◆ **PROBLEM TO SOLVE**
Skipping any pictures, give all of the records below again exactly.

***** MATERIAL PROVIDED *****

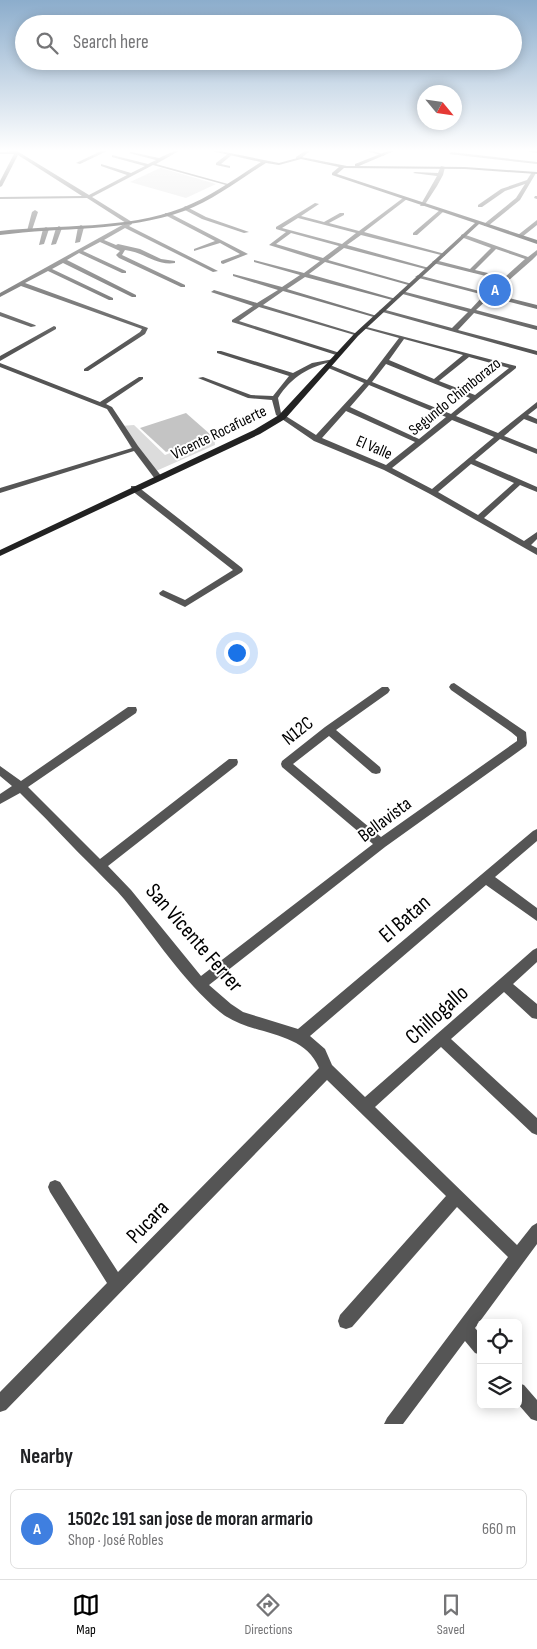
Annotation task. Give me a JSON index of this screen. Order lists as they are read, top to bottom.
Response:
{
  "streets": {
    "street": [
      "Segundo Chimborazo",
      "Vicente Rocafuerte",
      "El Valle",
      "N12C",
      "Bellavista",
      "El Batan",
      "San Vicente Ferrer",
      "Chillogallo",
      "Pucara"
    ]
  },
  "crossings": [
    ["Segundo Chimborazo", "Vicente Rocafuerte"],
    ["Segundo Chimborazo", "El Valle"],
    ["Vicente Rocafuerte", "El Valle"],
    ["N12C", "Bellavista"],
    ["Bellavista", "San Vicente Ferrer"],
    ["El Batan", "San Vicente Ferrer"],
    ["San Vicente Ferrer", "Chillogallo"],
    ["San Vicente Ferrer", "Pucara"]
  ],
  "north": "bottom right",
  "page": {
    "search": "Search here",
    "pins": "A",
    "heading": "Nearby",
    "list": [
      {
        "mark": "A",
        "name": "1502c 191 san jose de moran armario",
        "note": "Shop · José Robles",
        "value": "660 m"
      }
    ],
    "nav": ["Map", "Directions", "Saved"]
  }
}
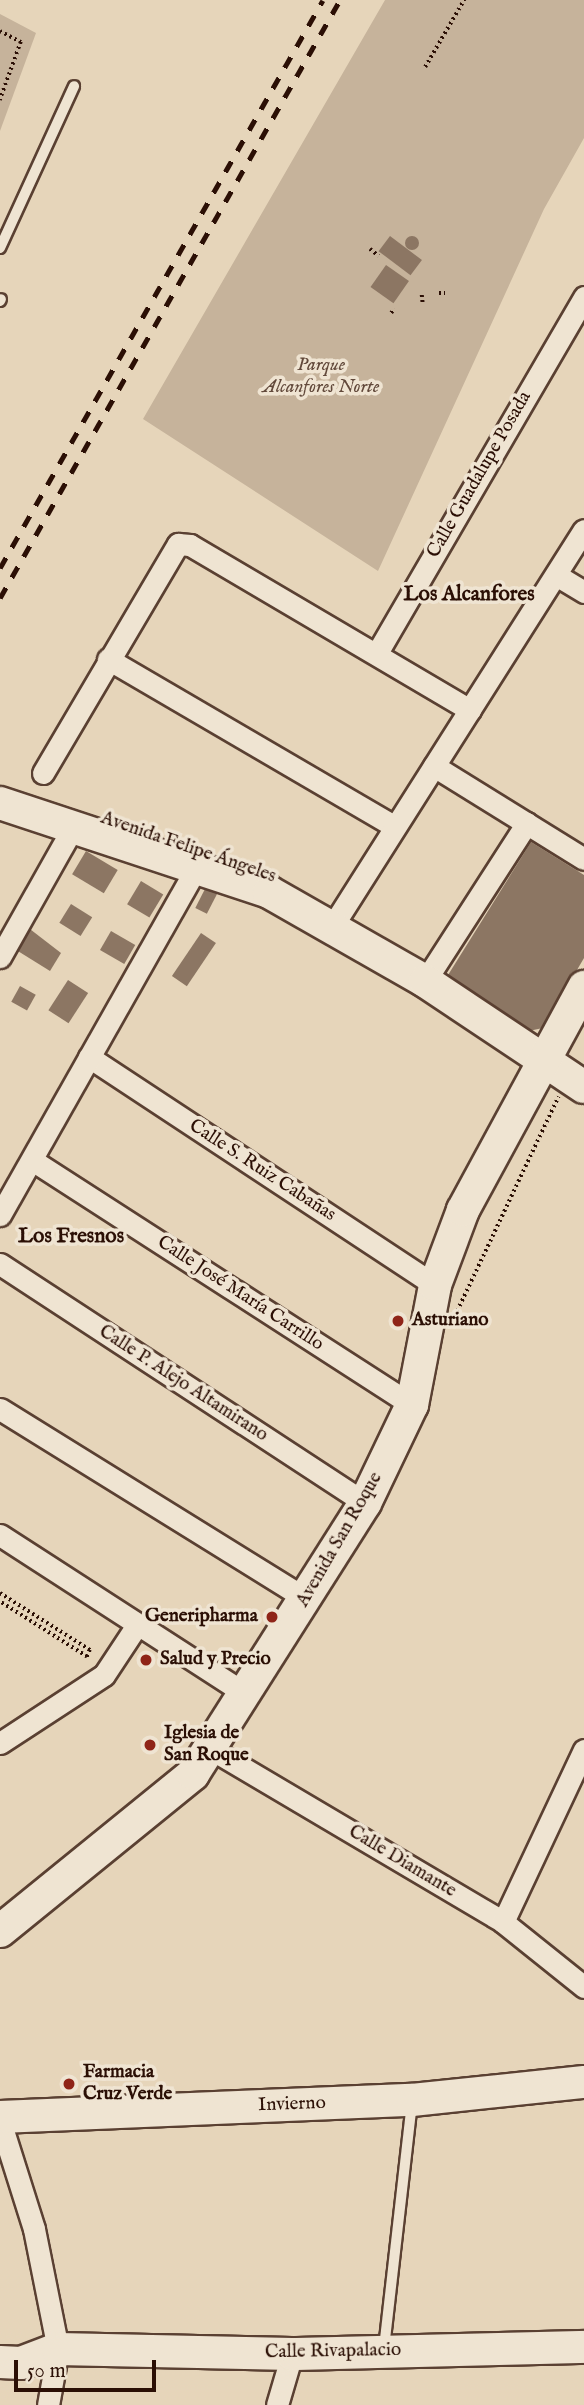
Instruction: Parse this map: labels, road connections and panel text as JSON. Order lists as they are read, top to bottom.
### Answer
{
  "streets": {
    "street": [
      "Calle Guadalupe Posada",
      "Avenida Felipe Ángeles",
      "Calle S. Ruiz Cabañas",
      "Calle José María Carrillo",
      "Calle P. Alejo Altamirano",
      "Avenida San Roque",
      "Calle Diamante",
      "Invierno",
      "Calle Rivapalacio"
    ]
  },
  "crossings": [
    ["Avenida Felipe Ángeles", "Avenida San Roque"],
    ["Calle S. Ruiz Cabañas", "Avenida San Roque"],
    ["Calle José María Carrillo", "Avenida San Roque"],
    ["Calle P. Alejo Altamirano", "Avenida San Roque"],
    ["Avenida San Roque", "Calle Diamante"]
  ],
  "districts": ["Los Alcanfores", "Los Fresnos"],
  "parks": ["Parque Alcanfores Norte"],
  "places": [
    "Asturiano",
    "Generipharma",
    "Salud y Precio",
    "Iglesia de San Roque",
    "Farmacia Cruz Verde"
  ],
  "scale_bar": "50 m"
}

*****

◆ **TASK OUTPUT**
Annotation task. Give me a JSON index of this screen. Order lists as they are read, top to bottom.
Response:
{
  "streets": {
    "street": [
      "Segundo Chimborazo",
      "Vicente Rocafuerte",
      "El Valle",
      "N12C",
      "Bellavista",
      "El Batan",
      "San Vicente Ferrer",
      "Chillogallo",
      "Pucara"
    ]
  },
  "crossings": [
    ["Segundo Chimborazo", "Vicente Rocafuerte"],
    ["Segundo Chimborazo", "El Valle"],
    ["Vicente Rocafuerte", "El Valle"],
    ["N12C", "Bellavista"],
    ["Bellavista", "San Vicente Ferrer"],
    ["El Batan", "San Vicente Ferrer"],
    ["San Vicente Ferrer", "Chillogallo"],
    ["San Vicente Ferrer", "Pucara"]
  ],
  "north": "bottom right",
  "page": {
    "search": "Search here",
    "pins": "A",
    "heading": "Nearby",
    "list": [
      {
        "mark": "A",
        "name": "1502c 191 san jose de moran armario",
        "note": "Shop · José Robles",
        "value": "660 m"
      }
    ],
    "nav": ["Map", "Directions", "Saved"]
  }
}
Instruction: Parse this map: labels, road connections and panel text as JSON. Order lists as they are read, top to bottom.
### Answer
{
  "streets": {
    "street": [
      "Calle Guadalupe Posada",
      "Avenida Felipe Ángeles",
      "Calle S. Ruiz Cabañas",
      "Calle José María Carrillo",
      "Calle P. Alejo Altamirano",
      "Avenida San Roque",
      "Calle Diamante",
      "Invierno",
      "Calle Rivapalacio"
    ]
  },
  "crossings": [
    ["Avenida Felipe Ángeles", "Avenida San Roque"],
    ["Calle S. Ruiz Cabañas", "Avenida San Roque"],
    ["Calle José María Carrillo", "Avenida San Roque"],
    ["Calle P. Alejo Altamirano", "Avenida San Roque"],
    ["Avenida San Roque", "Calle Diamante"]
  ],
  "districts": ["Los Alcanfores", "Los Fresnos"],
  "parks": ["Parque Alcanfores Norte"],
  "places": [
    "Asturiano",
    "Generipharma",
    "Salud y Precio",
    "Iglesia de San Roque",
    "Farmacia Cruz Verde"
  ],
  "scale_bar": "50 m"
}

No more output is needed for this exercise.